Our spiritual challenge is to embrace the paradox of Rama's exile - can we honestly acknowledge this period of adversity so that we can act with great courage and compassion to make things better, yet at the same time understand this as part of the cycle of human events, part of the cycle of world history? Can we "act great" as the Islamic poet Hafiz tells us, while also being the Beatles' "fool on the hill," watching life do whatever it must? Can we take full responsibility for doing our part to make our prison, our home, our community, our world, a safer and kinder place, while never doubting that Life is unfolding with a level of perfection we never fully comprehend? Can we have faith in the line from one of my songs that says "Life is good even when it's not great, so don't you give up on yourself."
There's another great quote in the old movie "Starman:" "You human beings are fascinating creatures; you seem to be at your best when things are at their worst." My own Guru, Neem Karoli Baba, once said "I love to suffer. It brings me so close to God." Okay, maybe I can't honestly say I love to suffer, and maybe you can't either, but we can certainly admit we think of God more when we do!
I've run into many people who seem scared stiff of suffering, scared stiff of acknowledging that suffering may be a big part of the spiritual journey, or that life is hard work. It's the "Happy Happy Joy Joy" crowd you find in many "New Thought" churches. Just "don't put any energy into the negative, and it will not exist."

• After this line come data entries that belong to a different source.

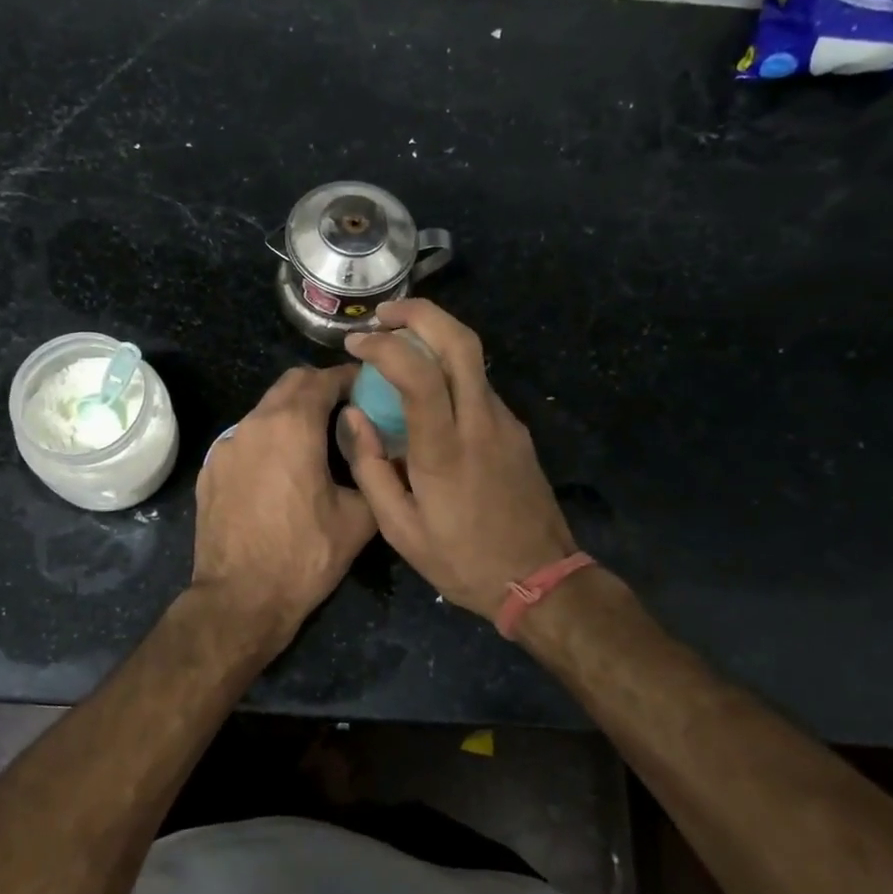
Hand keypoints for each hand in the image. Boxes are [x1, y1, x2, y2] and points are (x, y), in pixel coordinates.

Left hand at [192, 365, 377, 648]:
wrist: (240, 599)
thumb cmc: (304, 556)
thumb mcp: (358, 518)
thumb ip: (372, 471)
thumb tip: (382, 450)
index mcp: (293, 426)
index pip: (322, 379)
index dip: (349, 377)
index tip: (368, 387)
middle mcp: (254, 424)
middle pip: (289, 384)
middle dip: (319, 387)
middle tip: (346, 407)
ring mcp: (226, 446)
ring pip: (264, 411)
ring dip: (291, 413)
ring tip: (317, 440)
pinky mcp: (211, 469)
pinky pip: (245, 439)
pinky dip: (268, 440)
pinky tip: (281, 471)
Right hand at [343, 301, 574, 622]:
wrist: (541, 580)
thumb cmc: (462, 559)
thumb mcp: (399, 528)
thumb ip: (370, 467)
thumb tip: (351, 416)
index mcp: (445, 449)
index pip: (419, 373)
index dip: (384, 346)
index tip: (356, 342)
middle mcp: (481, 423)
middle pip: (461, 341)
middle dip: (421, 313)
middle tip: (384, 314)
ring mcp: (505, 423)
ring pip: (474, 358)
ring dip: (435, 337)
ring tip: (398, 347)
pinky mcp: (517, 430)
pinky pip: (479, 385)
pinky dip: (450, 370)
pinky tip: (428, 391)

But fear and denial do not lead to peace. We begin to feel peace when we let it all in - the good, the bad and the ugly. When we humbly accept our portions of the cross while at the same time never giving up our faith that life is worth it - even sitting in an isolation cell somewhere, life is worth it. There is something real and beautiful and wonderful behind it all, and we catch glimpses of that constantly if our eyes, hearts and minds are open to them. That's a good reason to do spiritual practice and take reasonable care of mind, body and spirit. But it doesn't exempt us from our share of human suffering.

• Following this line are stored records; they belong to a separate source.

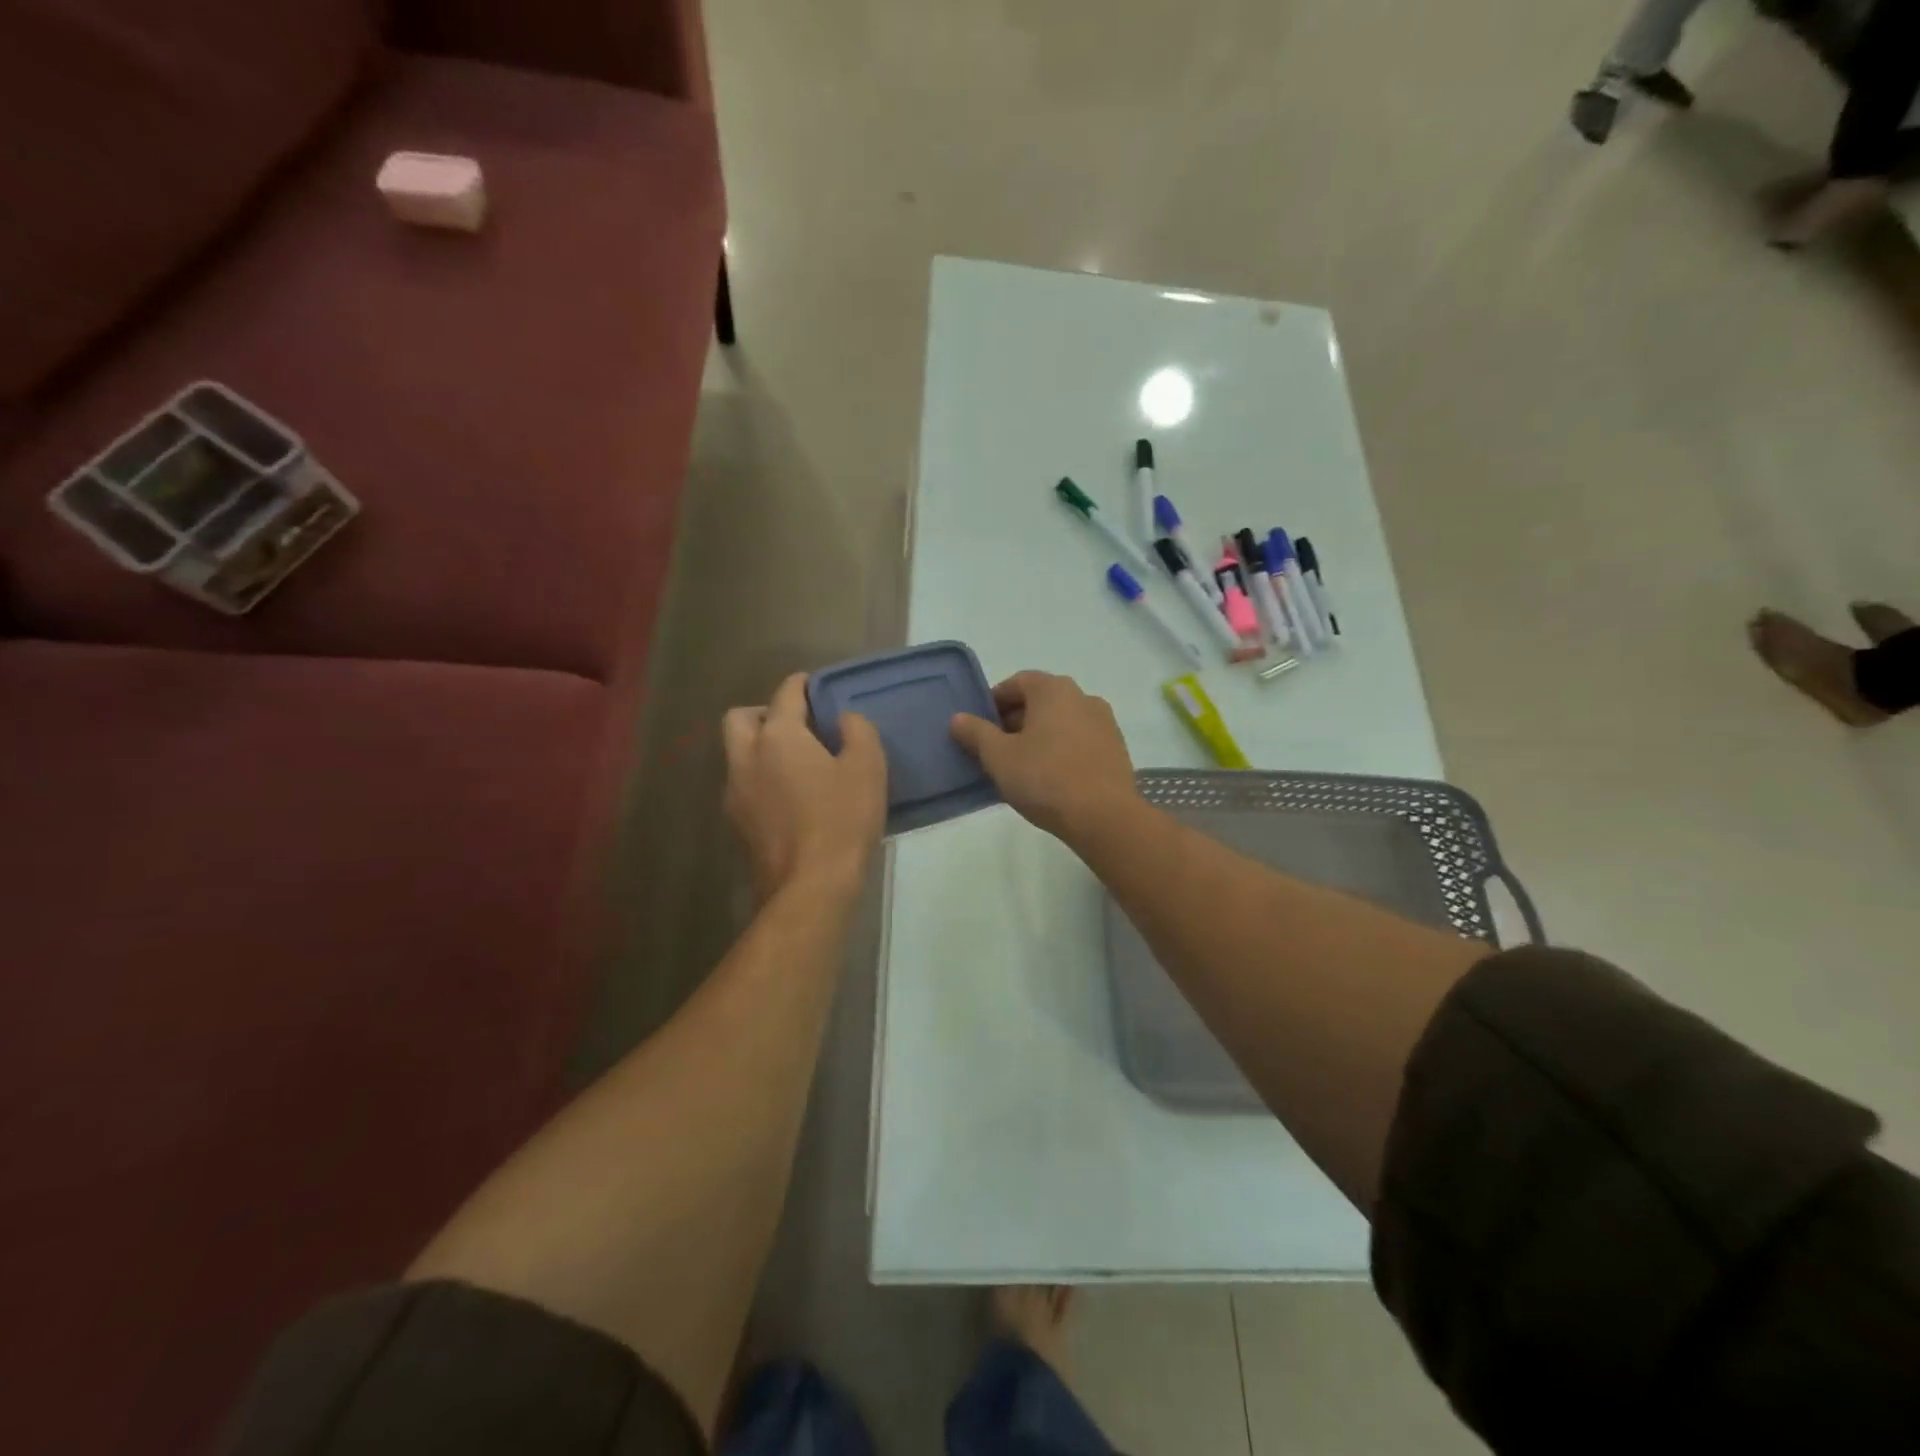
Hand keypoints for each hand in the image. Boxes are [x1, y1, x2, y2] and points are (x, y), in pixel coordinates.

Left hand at [723, 673, 886, 899]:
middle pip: (741, 719)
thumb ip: (858, 731)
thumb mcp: (867, 768)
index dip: (801, 685)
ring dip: (760, 749)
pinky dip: (760, 779)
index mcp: (778, 737)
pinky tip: (788, 799)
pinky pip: (743, 786)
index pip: (785, 695)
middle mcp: (746, 758)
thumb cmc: (841, 820)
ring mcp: (735, 793)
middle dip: (765, 713)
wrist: (809, 887)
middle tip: (797, 726)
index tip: (814, 685)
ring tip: (795, 764)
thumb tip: (845, 719)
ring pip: (737, 754)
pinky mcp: (736, 824)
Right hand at [950, 671, 1137, 841]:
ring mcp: (1104, 723)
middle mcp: (1083, 697)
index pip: (1018, 682)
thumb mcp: (999, 757)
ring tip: (1021, 766)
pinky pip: (1079, 741)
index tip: (979, 725)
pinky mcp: (1116, 749)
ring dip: (1040, 736)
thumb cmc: (1044, 778)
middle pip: (1041, 701)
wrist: (1103, 816)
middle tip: (995, 748)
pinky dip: (1062, 750)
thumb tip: (958, 718)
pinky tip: (1050, 778)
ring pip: (1062, 722)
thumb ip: (976, 733)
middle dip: (1016, 720)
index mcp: (1053, 690)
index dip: (994, 700)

No one has an easy life for long, and no one gets out of this unscathed. We get sliced, diced, french-fried, freeze-dried, and crucified by the time it's all over. We may barely recognize ourselves. Sita and I are in our sixties. I'm losing my hearing, Sita gets tired in the afternoons, the natural changes of life take hold of all of us no matter what fancy supplements we may take, or what magazines we can read about staying youthful. Staying youthful is not the goal. Do you hear that, America? Staying youthful is not the goal!

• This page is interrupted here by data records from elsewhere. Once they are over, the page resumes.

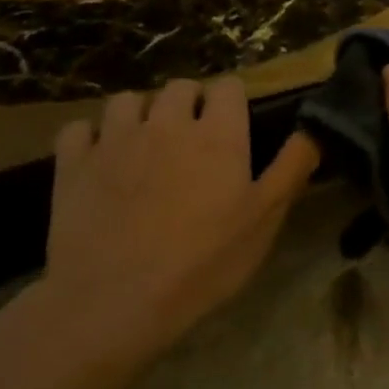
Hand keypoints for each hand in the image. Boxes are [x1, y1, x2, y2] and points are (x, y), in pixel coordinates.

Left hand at [39, 77, 320, 355]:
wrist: (114, 302)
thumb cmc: (204, 261)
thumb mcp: (266, 218)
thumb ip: (294, 165)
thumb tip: (317, 125)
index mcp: (218, 133)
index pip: (229, 85)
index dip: (233, 102)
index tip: (235, 128)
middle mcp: (167, 122)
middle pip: (180, 86)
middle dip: (190, 103)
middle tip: (195, 141)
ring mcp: (115, 140)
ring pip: (128, 100)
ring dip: (142, 114)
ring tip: (147, 145)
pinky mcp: (72, 165)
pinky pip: (79, 129)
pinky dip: (91, 137)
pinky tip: (101, 160)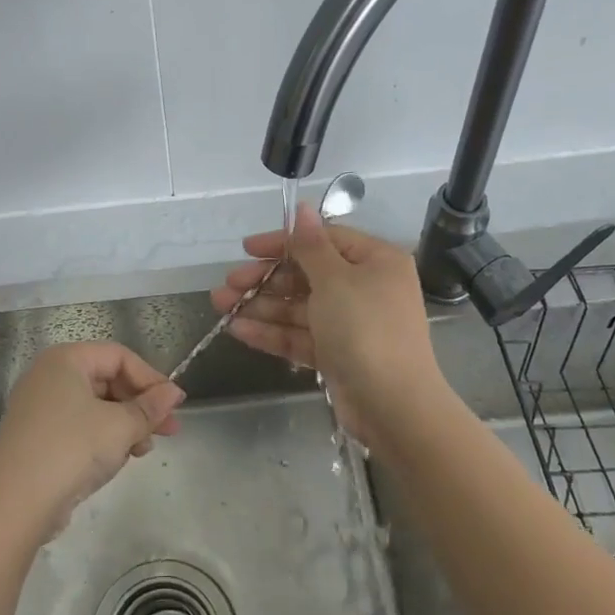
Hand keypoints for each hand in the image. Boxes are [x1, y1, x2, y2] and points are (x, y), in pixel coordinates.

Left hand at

The goal is to touch the deep stuff while we're here - beauty, love, talent, skill, sacrifice, transformation, gratitude, generosity of spirit, real friendship, and of course the "peace that surpasses understanding." And that is what is always the same, whether we are "in the palace or the forest." We are always somewhere and there are always things going on around us and always things to watch out for, always difficult people or situations to deal with. And we always have the opportunity to be among the many people who stay calm and choose faith, who choose love, who choose goodwill, who choose to see and touch the beautiful in life, not just be thrown by the ugly. We don't succeed at this by denying the ugly, but by including it. And by focusing our precious energy on the choices we have of how to respond to life, not wasting our energy on what life is doing to us at any given time. This is what we've got. Now, how do we wish to respond to it?